**Qeustion:**

Given a Lie algebra $\mathfrak{g}$ over $\mathbb{Q}_\ell$ with an ideal $\mathfrak{g}^O$ and a subalgebra $\mathfrak{h}$, such that $\mathfrak{g}=\mathfrak{g}^O+\mathfrak{h}$.

Now given a faithful representation

$$\varphi:\mathfrak{g}\hookrightarrow \mathfrak{gl}(V)$$

such that the restrictions on $\mathfrak{g}^O$ and $\mathfrak{h}$ are semisimple, Faltings claim that $\varphi$ is semisimple.

My question is: why this is true?

**Background:**

In Faltings' book "Rational Points" Chapter VI "Complements", he generalized his result about Tate conjecture for abelian varieties over number field into finitely generated field over $\mathbb{Q}$. The main idea is to combine the complex Hodge theory and Tate conjecture over number field.

For example, consider the case $K$ is the function field of the (smooth geometric irreducible) scheme $X$ over a number field $L$ with a rational point $p\in X(L)$, we have a split exact sequence $$ e\rightarrow \widehat{\pi_1(X_{\mathbb{C}})}\rightarrow \pi_1^{\text{ét}}(X)\rightarrow \text{Gal}(\overline{L}/L)\rightarrow e $$ where $X_\mathbb{C}$ is the base change from $L$ to $\mathbb{C}$, $V_\ell(A)$ is the Tate module tensor with $\mathbb{Q}_\ell$.

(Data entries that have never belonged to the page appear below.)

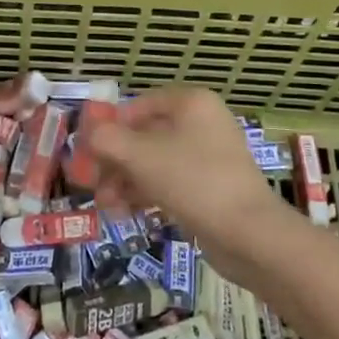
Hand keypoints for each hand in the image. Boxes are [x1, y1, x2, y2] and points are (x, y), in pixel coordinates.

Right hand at [85, 86, 293, 278]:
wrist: (249, 234)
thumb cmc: (193, 180)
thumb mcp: (140, 155)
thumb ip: (107, 139)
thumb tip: (89, 134)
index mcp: (191, 103)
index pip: (140, 104)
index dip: (111, 125)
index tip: (89, 150)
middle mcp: (203, 123)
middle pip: (146, 135)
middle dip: (115, 160)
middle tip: (91, 182)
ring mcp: (210, 157)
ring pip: (156, 162)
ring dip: (126, 180)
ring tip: (106, 205)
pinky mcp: (212, 188)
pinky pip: (171, 183)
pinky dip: (147, 194)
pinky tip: (125, 213)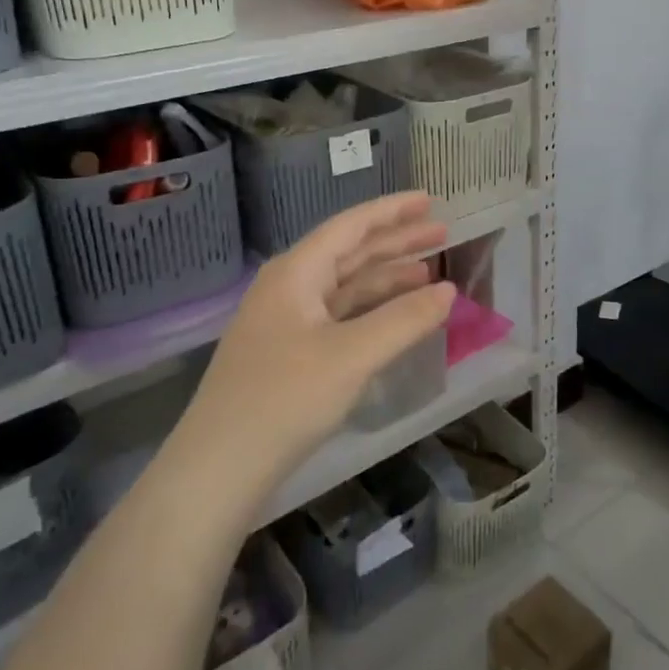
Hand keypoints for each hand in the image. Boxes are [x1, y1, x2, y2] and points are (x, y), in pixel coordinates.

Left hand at [176, 192, 456, 495]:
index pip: (351, 226)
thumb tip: (449, 291)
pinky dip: (372, 311)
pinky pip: (340, 316)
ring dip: (387, 278)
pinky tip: (396, 318)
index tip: (430, 200)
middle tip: (442, 233)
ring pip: (346, 287)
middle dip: (397, 242)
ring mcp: (287, 322)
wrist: (218, 469)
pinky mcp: (290, 353)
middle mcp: (289, 288)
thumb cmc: (284, 399)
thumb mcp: (352, 356)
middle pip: (350, 253)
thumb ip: (404, 319)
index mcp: (296, 273)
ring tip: (429, 273)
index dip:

It terms out that the Galois representation $\rho:\text{Gal}(\overline{K}/K)\rightarrow \text{Aut}(V_\ell(A))$ will factor through the étale fundamental group.

Hence to show the $\rho$ is semisimple, we reduce to show that $\rho_1:\pi_1^{\text{ét}}(X)\rightarrow \text{Aut}(V_\ell(A))$ is semisimple.

Now we have:

$\rho_1|_{\widehat{\pi_1(X_{\mathbb{C}})}}$ is semisimple, from the complex Hodge theory by Deligne.

$\rho_1|_{\text{Gal}(\overline{L}/L)}$ is semisimple by Tate conjecture over number field by Faltings, here we taking the restriction via the splitting by the rational point $p\in X(L)$.

Faltings claim that, therefore the representation $\rho$ is semisimple. To do that, he taking $\mathfrak{g},\mathfrak{g}^O,\mathfrak{h}$ to be the Lie algebra of the complex $\ell$-adic group $\rho_1(\pi_1^{\text{ét}}(X)),\rho_1(\widehat{\pi_1(X_{\mathbb{C}})})$ and $\rho_1(\text{Gal}(\overline{L}/L))$. We want to show that $\mathfrak{g}$ is completely reducible in $V_\ell(A)$.

We know that this already holds for $\mathfrak{g}^O$ and $\mathfrak{h}$, and $\mathfrak{g}^O$ is an ideal in $\mathfrak{g}$, and $\mathfrak{g}=\mathfrak{g}^O+\mathfrak{h}$, hence completely reducible for $\mathfrak{g}$.

**What I tried:**

From the definition, a faithful representation $\rho:\mathfrak{g}\rightarrow\mathfrak{gl}(V)$ is semisimple if $\mathfrak{g}=\mathfrak{c}\times\mathfrak{l}$ is reductive, and $\mathfrak{c}$ acting on $V$ is semisimple, where $\mathfrak{c}$ is the radical and is abelian, and $\mathfrak{l}$ is Levi factor. We need at least show that $\mathfrak{g}$ is reductive. But consider the standard Borel of $\mathfrak{sl}_2$, it is the extension of trivial Lie algebra with a trivial Lie algebra, one is the Lie algebra of $\mathbb{G}_m$ and another the Lie algebra of $\mathbb{G}_a$, they are reductive, but the lie algebra of Borel is not since it is solvable and non-abelian. The trouble here is that, we can't distinct Lie algebra of $\mathbb{G}_a$ and $\mathbb{G}_m$, we do need to use the fact that the radical acting on $V$ is semisimple to get reductive. I tried different attempts but failed. Even the case $\mathfrak{g}^O$ is semisimple and $\mathfrak{h}$ is abelian is still hard to prove.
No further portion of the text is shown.